Similarly, even though composed by the same person, the Persona series differs from the rest of the SMT games due to the style of music. Composer Shoji Meguro deviates from his techno/industrial sound used in the rest of the series to explore a more hip-hop-ish motif, which works well in the setting of the games. And, while I enjoy his more hardcore sound, there is definite merit in his Persona soundtracks, the latest of which I will now explain.
The opening song of the Persona 3 Original Soundtrack, “Burn My Dread,” starts as a light, hip-hop vocal track, and eventually gains a slightly more hard-core guitar riff. Though short, it’s a catchy little track, followed by series standard “Poem of Everybody’s Souls,” which at over 5 minutes is one of the longest tracks on the CD. “Want to Be Close” is an upbeat techno vocal piece, while “Shadow” is a techno orchestral piece that is darker and might fit better in a Matrix movie.
The battle themes, including “Unavoidable Battle,” and “Mass Destruction” tend to be darker techno themes, the latter including rap vocals, and definitely present themselves as battle themes. I was surprised at how many tracks had vocals included in one way or another, all in English (or at least Engrish). The mix of hip-hop vocals and techno melodies really lends a feel of modernity to the soundtrack, which is what the series strives for, as it takes place in day after tomorrow Japan.
The thing is, certain themes keep returning from track to track, the “tartarus” themes being a prime example, in which a basic melody established in “tartarus_0d01” is repeated and built on in “tartarus_0d02” and up. While this can maintain a narrative feel to the soundtrack, it also tends to emphasize the lack of variety this soundtrack suffers from. I will say that the opening track of the second disc, “Changing Seasons” is a groovy little track just this side of funk, and is definitely catchy, featuring French vocals.

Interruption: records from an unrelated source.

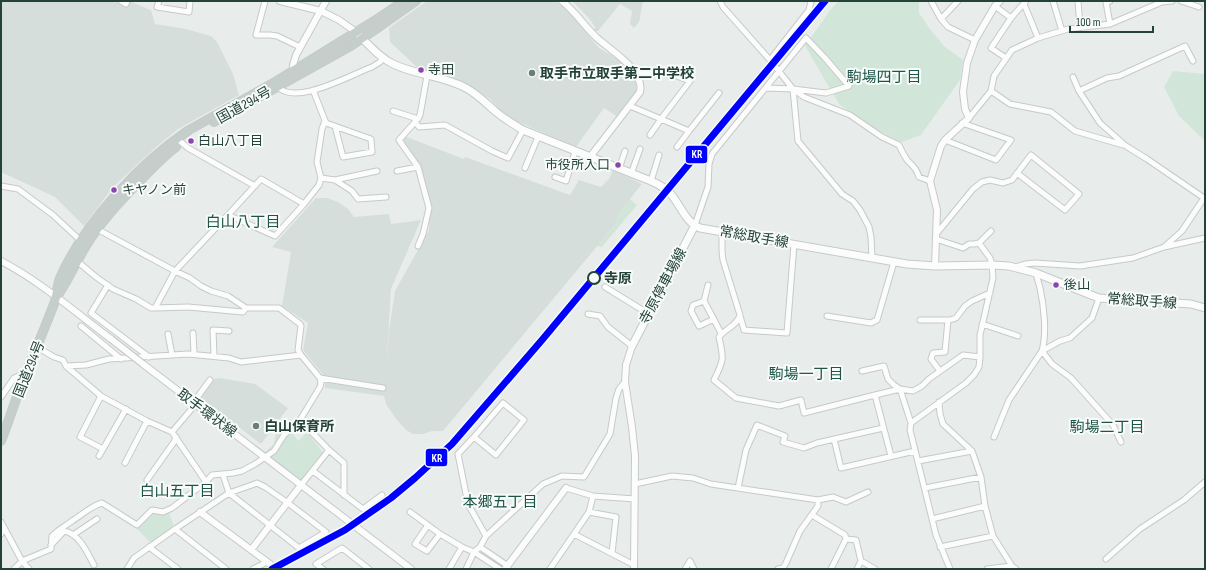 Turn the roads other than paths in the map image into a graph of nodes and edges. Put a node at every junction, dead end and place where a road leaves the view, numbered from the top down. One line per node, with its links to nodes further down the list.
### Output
1 (121, 1): 2 (street)
2 (127, 1)
3 (159, 1): 4 (street)
4 (190, 1)
5 (265, 1): 34 (street)
6 (280, 1): 21 (street)
7 (326, 1): 25 (street)
8 (404, 1): 31 (highway, 国道294号)
9 (416, 1): 31 (highway, 国道294号)
10 (562, 1): 41 (street)
11 (720, 1): 37 (street)
12 (811, 1): 37 (street)
13 (931, 1): 27 (street)
14 (958, 1): 27 (street)
15 (1000, 1): 23 (street)
16 (1053, 1): 30 (street)
17 (1078, 1): 29 (street)
18 (1107, 1): 28 (street)
19 (1172, 1): 28 (street)
20 (1181, 1): 24 (street)
21 (293, 2): 25 (street)
22 (1025, 2): 26 (street); 32 (street)
23 (995, 6): 26 (street); 33 (street)
24 (1199, 7)
25 (321, 10): 31 (street); 34 (street)
26 (1011, 18): 36 (street)
27 (942, 19): 33 (street)
28 (1110, 24): 29 (street)
29 (1080, 27): 30 (street)
30 (1062, 31): 32 (street)
31 (359, 35): 35 (main road); 39 (highway, 国道294号); 44 (highway, 国道294号)
32 (1038, 38): 36 (street)
33 (975, 40): 53 (street)
34 (300, 47): 39 (street)
35 (383, 57): 42 (main road); 47 (street)
36 (1006, 58): 48 (street)
37 (770, 60): 40 (street)
38 (1193, 62): 49 (street)
39 (294, 70): 44 (highway, 国道294号)
40 (780, 71): 45 (street); 46 (street); 46 (street)
41 (634, 72): 51 (street); 54 (street)
42 (427, 76): 56 (street); 59 (main road)
43 (1073, 77): 49 (street)
44 (275, 85): 47 (street); 64 (highway, 国道294号); 96 (highway, 国道294号)
45 (766, 88): 46 (street); 90 (street)
46 (793, 89): 83 (street); 101 (street)
47 (313, 90): 55 (street)
48 (992, 91): 53 (street); 65 (street)
49 (1079, 91): 65 (street)
50 (719, 93): 60 (street)
51 (630, 106): 54 (street); 71 (street)
52 (393, 111): 56 (street)
53 (969, 118): 57 (street)
54 (661, 119): 60 (street); 61 (street)
55 (325, 121): 58 (street); 80 (street)
56 (416, 121): 59 (street); 72 (street)
57 (962, 124): 63 (street); 63 (street)
58 (335, 126): 58 (street)
59 (523, 130): 62 (main road)
60 (690, 131): 66 (street)
61 (650, 135)
62 (538, 137): 69 (main road); 73 (street)
63 (945, 140): 83 (street)
64 (181, 142): 85 (street); 91 (highway, 国道294号)
65 (1126, 146): 87 (street)
66 (677, 147)
67 (640, 149): 78 (street)
68 (625, 151): 74 (street)
69 (575, 152): 71 (main road); 79 (street)
70 (659, 155): 82 (street)
71 (590, 157): 74 (main road)
72 (418, 167): 76 (street); 99 (street)
73 (525, 168)
74 (619, 169): 78 (main road)
75 (377, 171): 81 (street)
76 (397, 171)
77 (1017, 173): 77 (street); 94 (street)
78 (631, 174): 82 (main road)
79 (555, 177)
80 (321, 178): 81 (street); 88 (street)
81 (335, 180): 86 (street)
82 (651, 181): 90 (main road)
83 (930, 181): 94 (street)
84 (1, 186): 96 (street)
85 (255, 186): 88 (street); 89 (street)
86 (386, 198)
87 (1204, 200): 100 (street)
88 (304, 204): 89 (street)
89 (228, 215): 108 (street)
90 (695, 226): 93 (main road, 常総取手線); 121 (main road, 寺原停車場線)
91 (97, 229): 103 (highway, 国道294号); 108 (street)
92 (992, 231): 97 (street)
93 (722, 232): 98 (main road, 常総取手線); 122 (street)
94 (937, 236): 97 (street); 106 (street)
95 (1205, 238): 100 (street)
96 (81, 241): 114 (highway, 国道294号)
97 (979, 243): 105 (street)
98 (794, 244): 101 (main road, 常総取手線); 122 (street)
99 (418, 246)
100 (1164, 247): 107 (street)
101 (872, 258): 104 (main road, 常総取手線)
102 (1, 261): 114 (street, 取手環状線)
103 (77, 261): 110 (street); 114 (highway, 国道294号)
104 (894, 262): 106 (main road, 常総取手線); 123 (street)
105 (992, 265): 106 (main road, 常総取手線); 107 (main road, 常総取手線); 113 (street)
106 (935, 266)
107 (1016, 267): 109 (main road, 常総取手線)
108 (176, 271): 117 (street); 118 (street)
109 (1036, 273): 115 (main road, 常総取手線); 136 (street)
110 (108, 285): 117 (street); 141 (street)
111 (708, 285): 116 (street)
112 (605, 287): 121 (street)
113 (990, 293): 126 (street); 127 (street)
114 (57, 297): 135 (highway, 国道294号); 157 (street, 取手環状線, bridge)
115 (1099, 298): 119 (main road, 常総取手線); 136 (street)
116 (704, 300): 124 (street); 124 (street)
117 (155, 308): 118 (street)
118 (246, 308): 139 (street)
119 (1205, 308)
120 (588, 314): 134 (street)
121 (649, 314): 134 (main road, 寺原停車場線)
122 (740, 315): 132 (street)
123 (827, 316)
124 (714, 319): 132 (street)
125 (920, 320): 126 (street)
126 (948, 320): 146 (street)
127 (982, 324): 133 (street); 142 (street)
128 (81, 326): 143 (street)
129 (228, 331): 140 (street)
130 (193, 333): 137 (street)
131 (168, 334): 138 (street)
132 (721, 334): 153 (street)
133 (1018, 336)
134 (632, 346): 150 (street)
135 (37, 347): 144 (street); 147 (highway, 国道294号)
136 (1042, 351): 166 (street); 169 (street)
137 (194, 354): 138 (street); 140 (street)
138 (172, 355): 141 (street)
139 (300, 355): 140 (street); 148 (street)
140 (214, 356)
141 (149, 357): 143 (street)
142 (980, 357): 146 (street); 156 (street)
143 (121, 358): 144 (street)
144 (66, 366): 154 (street)
145 (862, 371): 152 (street)
146 (940, 371): 152 (street)
147 (26, 373): 155 (street); 168 (highway, 国道294号)
148 (320, 378): 151 (street); 159 (street)
149 (210, 380): 157 (street)
150 (625, 382): 185 (street); 213 (street)
151 (383, 388)
152 (900, 389): 153 (street); 161 (street)
153 (875, 395): 162 (street)
154 (101, 396): 158 (street); 170 (street)
155 (1, 397)
156 (939, 402): 161 (street); 173 (street)
157 (194, 404): 163 (street); 176 (street, 取手環状線)
158 (126, 409): 160 (street); 170 (street)
159 (300, 420): 171 (street); 176 (street)
160 (147, 421): 163 (street); 178 (street)
161 (911, 423): 172 (street)
162 (883, 428): 167 (street); 175 (street)
163 (172, 432): 164 (street)
164 (176, 437): 182 (street); 183 (street)
165 (474, 437): 165 (street); 213 (street)
166 (994, 437)
167 (834, 439): 175 (street); 188 (street)
168 (1, 441)
169 (1121, 442)
170 (103, 449): 174 (street)
171 (329, 450): 179 (street); 192 (street)
172 (915, 451): 175 (street); 177 (street)
173 (972, 451): 177 (street); 181 (street)
174 (99, 456)
175 (891, 456)
176 (265, 458): 180 (street); 186 (street, 取手環状線)
177 (918, 461): 189 (street)
178 (125, 463)
179 (313, 471): 186 (street); 192 (street)
180 (223, 475): 183 (street); 191 (street)
181 (981, 477): 189 (street); 198 (street)
182 (147, 480)
183 (206, 482): 216 (street)
184 (1205, 482): 224 (street)
185 (635, 484): 188 (street); 195 (street)
186 (301, 485): 197 (street); 244 (street, 取手環状線)
187 (566, 488): 194 (street); 230 (street)
188 (738, 488): 196 (street)
189 (925, 488): 204 (street)
190 (868, 492): 196 (street)
191 (229, 493): 197 (street); 199 (street); 207 (street)
192 (344, 495): 193 (street)
193 (382, 495)
194 (593, 496): 195 (street); 201 (street)
195 (635, 499): 231 (street)
196 (818, 500): 202 (street)
197 (288, 502): 207 (street); 207 (street)
198 (985, 506): 204 (street); 214 (street)
199 (200, 512): 208 (street); 221 (street)
200 (410, 512): 206 (street)
201 (589, 512): 211 (street); 223 (street)
202 (812, 515): 215 (street); 234 (street)
203 (97, 519): 212 (street)
204 (932, 519): 220 (street)
205 (2, 524): 209 (street); 225 (street)
206 (428, 525): 210 (street); 210 (street)
207 (270, 526): 221 (street)
208 (175, 529): 217 (street); 239 (street)
209 (1, 534)
210 (440, 534): 218 (street)
211 (574, 534): 223 (street); 233 (street)
212 (73, 535): 216 (street); 229 (street)
213 (486, 536): 219 (street)
214 (993, 536): 220 (street); 235 (street)
215 (846, 539): 226 (street); 251 (street)
216 (51, 545): 225 (street)
217 (149, 547): 232 (street); 238 (street)
218 (462, 547): 222 (street); 245 (street)
219 (480, 547): 222 (street); 230 (street)
220 (940, 547): 254 (street)
221 (251, 550): 227 (street)
222 (474, 552): 246 (street); 247 (street)
223 (612, 553): 231 (street)
224 (1106, 559)
225 (22, 561): 236 (street); 237 (street)
226 (861, 561): 252 (street); 253 (street)
227 (268, 563): 240 (street)
228 (363, 564): 241 (street); 242 (street); 243 (street)
229 (94, 565)
230 (506, 567)
231 (634, 567)
232 (130, 568)
233 (553, 568)
234 (787, 568): 250 (street)
235 (1014, 568): 255 (street)
236 (14, 569)
237 (29, 569)
238 (178, 569)
239 (226, 569)
240 (253, 569)
241 (323, 569)
242 (359, 569)
243 (369, 569)
244 (411, 569)
245 (449, 569)
246 (466, 569)
247 (500, 569)
248 (685, 569): 249 (street)
249 (694, 569)
250 (778, 569)
251 (831, 569)
252 (856, 569)
253 (875, 569)
254 (950, 569)
255 (986, 569)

Disc 2 fares a bit better in the atmosphere department, as things get a bit darker and the techno gets more hardcore. “Basement” and “This is Fine…” are prime examples, although tracks such as “Living With Determination” and “Kyoto” deviate, the former being a light piano track, the latter being a Japanesque piece featuring shamisen.
Unfortunately missing from this album is the series standard silly Satomi Tadashi song, replaced by “Current Net Price,” which isn’t as lighthearted, though still slightly silly.

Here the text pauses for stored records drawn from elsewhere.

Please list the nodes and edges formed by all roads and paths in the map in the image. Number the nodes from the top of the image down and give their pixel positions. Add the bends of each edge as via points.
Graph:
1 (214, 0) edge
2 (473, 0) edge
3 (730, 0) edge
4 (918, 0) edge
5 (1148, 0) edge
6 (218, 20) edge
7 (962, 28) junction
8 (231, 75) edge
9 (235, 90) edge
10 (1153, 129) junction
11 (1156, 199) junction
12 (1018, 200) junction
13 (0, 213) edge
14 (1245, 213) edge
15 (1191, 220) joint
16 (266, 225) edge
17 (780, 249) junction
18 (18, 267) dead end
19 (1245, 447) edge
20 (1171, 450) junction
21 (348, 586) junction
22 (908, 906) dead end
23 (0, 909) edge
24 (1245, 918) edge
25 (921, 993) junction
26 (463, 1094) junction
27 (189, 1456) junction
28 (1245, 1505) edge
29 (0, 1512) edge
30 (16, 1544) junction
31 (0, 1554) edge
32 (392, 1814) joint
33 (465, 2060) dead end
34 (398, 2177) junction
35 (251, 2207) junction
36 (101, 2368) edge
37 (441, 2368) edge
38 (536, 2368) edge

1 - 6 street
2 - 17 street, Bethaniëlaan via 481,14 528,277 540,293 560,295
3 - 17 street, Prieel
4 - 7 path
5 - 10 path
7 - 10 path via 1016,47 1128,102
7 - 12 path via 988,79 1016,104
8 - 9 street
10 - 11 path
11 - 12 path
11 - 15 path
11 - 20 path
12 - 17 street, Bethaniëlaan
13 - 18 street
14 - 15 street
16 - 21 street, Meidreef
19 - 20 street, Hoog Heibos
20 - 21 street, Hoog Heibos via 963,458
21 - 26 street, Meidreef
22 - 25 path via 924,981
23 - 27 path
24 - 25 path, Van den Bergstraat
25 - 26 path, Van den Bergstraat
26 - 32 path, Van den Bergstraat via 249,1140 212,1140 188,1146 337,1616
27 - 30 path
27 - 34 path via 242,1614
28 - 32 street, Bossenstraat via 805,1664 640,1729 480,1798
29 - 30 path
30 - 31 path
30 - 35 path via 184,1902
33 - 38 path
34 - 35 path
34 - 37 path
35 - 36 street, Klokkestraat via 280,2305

Penultimately, there are the last few battle pieces, including “Battle for Everyone’s Souls” which is an excellent, fast-paced techno arrangement of “Poem of Everyone’s Souls” and “Burn My Dread” which is a hardcore arrangement of the opening song including rap lyrics. Both pieces are definitely above average, and I can imagine fighting battles to them quite easily.
Finally, there is the ending song, “Memories of You” which is another arrangement (this time pop) of “Burn My Dread” and which features Japanese lyrics. I must say I like this song, although I tend to enjoy J-pop songs, and while not incredible, “Memories of You” is a song I could watch credits to. There is one other song after that, “Blues in Velvet Room” which is a jazzy rendition of “Poem of Everyone’s Souls.” Not sure if I like it, but it’s certainly a novel arrangement that I did not expect, and for that it gets some props.
Overall, will you like this soundtrack? If you enjoy the Persona series’ music, you will enjoy this. Also, if you appreciate hip-hop and techno, you’ll probably enjoy this album, though if you’re not familiar with the series and are expecting something like Meguro’s other work in the SMT games, look elsewhere, as this is really a “gaiden” style.